De vilains singes grimpaient dans les arbres et ricanaient. « On le bat ? » disaient-ils. « On le bat ? C’est le fils d’un roi ! »

Mais il continua sans se décourager, s’enfonçant toujours plus loin dans la forêt, où poussaient les fleurs les plus merveilleuses. Il y avait des lys blancs aux étamines rouge sang, des tulipes bleu ciel qui brillaient en ondulant au vent, et des pommiers dont les fruits ressemblaient à de grosses bulles de savon : imaginez comme les arbres devaient étinceler au soleil ! Autour des plus belles prairies, où les daims jouaient dans l’herbe, poussaient de magnifiques chênes et hêtres ; et si l’écorce de l’un d’eux était fendue, de l’herbe et de longues plantes grimpantes poussaient dans les crevasses. Il y avait aussi de grands lacs calmes, où nageaient des cygnes blancs battant l’air de leurs ailes. Le fils du roi s’arrêtait souvent pour écouter. Il croyait que la cloche venait du fond de ces lacs paisibles ; mais il remarquait ensuite que le son venait d’ailleurs, plus loin, du cœur de la forêt.

Le soleil se coucha : l’atmosphère s’embrasa. Il régnait un grand silence dans les bois ; il tomba à genoux, chanta son hymne du soir et dit : « Je ne trouve pas ce que je cherche ; le soleil se couche, la nuit tombe — la nuit noire. Peut-être pourrai-je encore voir le soleil rond et rouge avant qu’il ne disparaisse complètement. Je vais grimper sur ce rocher. »

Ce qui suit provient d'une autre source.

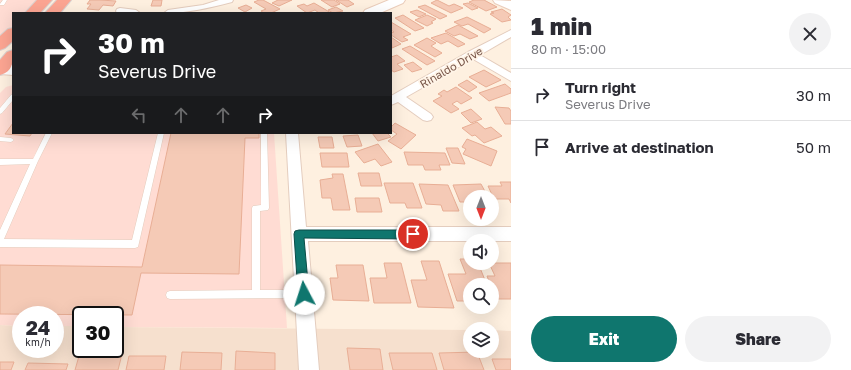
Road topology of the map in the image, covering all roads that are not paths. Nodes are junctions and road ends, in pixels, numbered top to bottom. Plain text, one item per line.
1 (45, 0) edge
2 (64, 0) edge
3 (128, 0) edge
4 (229, 0) edge
5 (396, 0) edge
6 (499, 0) edge
7 (511, 6) edge
8 (33, 12) edge
9 (53, 12) edge
10 (119, 12) edge
11 (174, 12) edge
12 (371, 12) edge
13 (12, 33) edge
14 (511, 33) edge
15 (0, 45) edge
16 (472, 54) junction
17 (12, 56) edge
18 (3, 69) edge
19 (511, 78) edge
20 (12, 97) edge
21 (395, 99) edge
22 (0, 112) edge
23 (427, 117) dead end
24 (49, 134) edge
25 (161, 134) edge
26 (264, 134) edge
27 (292, 134) edge
28 (0, 139) edge
29 (11, 140) dead end
30 (0, 162) edge
31 (35, 162) junction
32 (299, 234) junction
33 (511, 234) edge
34 (0, 239) edge
35 (0, 243) edge
36 (304, 294) junction
37 (170, 295) dead end
38 (256, 295) junction
39 (309, 370) edge

1 - 8 highway
2 - 9 highway
3 - 10 street
4 - 11 street
5 - 12 street
6 - 7 street
13 - 15 highway
14 - 16 street, Rinaldo Drive
16 - 19 street
16 - 21 street, Rinaldo Drive
17 - 18 highway
20 - 22 lane
21 - 23 street
24 - 31 lane
25 - 35 lane
26 - 38 lane
27 - 32 street
28 - 29 lane
30 - 31 lane
31 - 34 lane
32 - 33 street
32 - 36 street
36 - 38 lane
36 - 39 street
37 - 38 lane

Il s’agrippa aux plantes grimpantes et aux racines, grimpa sur les pierres humides où se tordaient des couleuvres et coassaient des crapauds, et atteignit le sommet avant que le soleil ne disparaisse. Quel spectacle magnifique ! La mer — la grande, la glorieuse mer, dont les longues vagues frappaient la côte — s’étendait devant lui. Et là-bas, où la mer et le ciel se rejoignent, se tenait le soleil, tel un grand autel brillant, fondu dans les couleurs les plus éclatantes. La forêt et la mer chantaient un chant de joie, et son cœur chantait avec eux : toute la nature était une immense église sacrée, où les arbres et les nuages étaient les piliers, les fleurs et l’herbe le tapis de velours, et le ciel la grande coupole. Les couleurs rouges s’effacèrent à mesure que le soleil disparaissait, mais un million d’étoiles s’allumèrent, un million de lampes brillèrent ; et le fils du roi ouvrit les bras vers le ciel, la forêt et la mer ; quand, au même instant, arrivant par un sentier à droite, parut, en sabots et veste courte, le pauvre garçon qui avait été confirmé avec lui. Il avait suivi son propre chemin et était arrivé au même endroit que le fils du roi.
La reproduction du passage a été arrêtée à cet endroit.